Your instructions: Return the listing in full and exactly, but without a single picture.

+++ Data under study +++

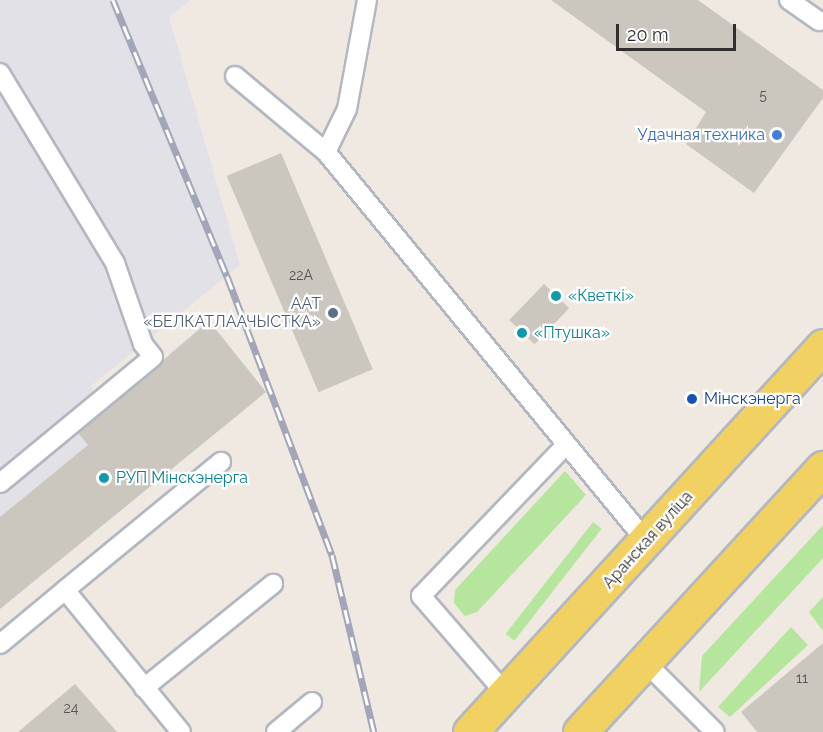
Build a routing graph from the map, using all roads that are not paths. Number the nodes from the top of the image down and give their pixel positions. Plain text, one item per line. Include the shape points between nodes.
1 (367, 0) edge
2 (789, 0) edge
3 (819, 21) dead end
4 (0, 73) edge
5 (235, 76) dead end
6 (326, 152) junction
7 (823, 346) edge
8 (565, 446) junction
9 (221, 462) dead end
10 (823, 468) edge
11 (0, 483) edge
12 (647, 542) junction
13 (273, 584) dead end
14 (65, 590) junction
15 (0, 644) edge
16 (644, 661) junction
17 (144, 688) junction
18 (506, 694) junction
19 (312, 702) dead end
20 (181, 732) edge
21 (276, 732) edge
22 (471, 732) edge
23 (580, 732) edge
24 (715, 732) edge

1 - 6 lane via 347,109
2 - 3 lane
4 - 11 lane via 115,263 142,344 153,357
5 - 6 lane
6 - 8 lane via 490,347
7 - 12 main road, Аранская вуліца
8 - 12 lane
8 - 18 lane via 421,597
9 - 14 lane
10 - 16 main road
12 - 18 main road, Аранская вуліца
13 - 17 lane
14 - 15 lane
14 - 17 lane
16 - 23 main road
16 - 24 lane
17 - 20 lane
18 - 22 main road, Аранская вуліца
19 - 21 lane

+++

Output below:
Build a routing graph from the map, using all roads that are not paths. Number the nodes from the top of the image down and give their pixel positions. Plain text, one item per line. Include the shape points between nodes.
1 (367, 0) edge
2 (789, 0) edge
3 (819, 21) dead end
4 (0, 73) edge
5 (235, 76) dead end
6 (326, 152) junction
7 (823, 346) edge
8 (565, 446) junction
9 (221, 462) dead end
10 (823, 468) edge
11 (0, 483) edge
12 (647, 542) junction
13 (273, 584) dead end
14 (65, 590) junction
15 (0, 644) edge
16 (644, 661) junction
17 (144, 688) junction
18 (506, 694) junction
19 (312, 702) dead end
20 (181, 732) edge
21 (276, 732) edge
22 (471, 732) edge
23 (580, 732) edge
24 (715, 732) edge

1 - 6 lane via 347,109
2 - 3 lane
4 - 11 lane via 115,263 142,344 153,357
5 - 6 lane
6 - 8 lane via 490,347
7 - 12 main road, Аранская вуліца
8 - 12 lane
8 - 18 lane via 421,597
9 - 14 lane
10 - 16 main road
12 - 18 main road, Аранская вуліца
13 - 17 lane
14 - 15 lane
14 - 17 lane
16 - 23 main road
16 - 24 lane
17 - 20 lane
18 - 22 main road, Аранская вуліца
19 - 21 lane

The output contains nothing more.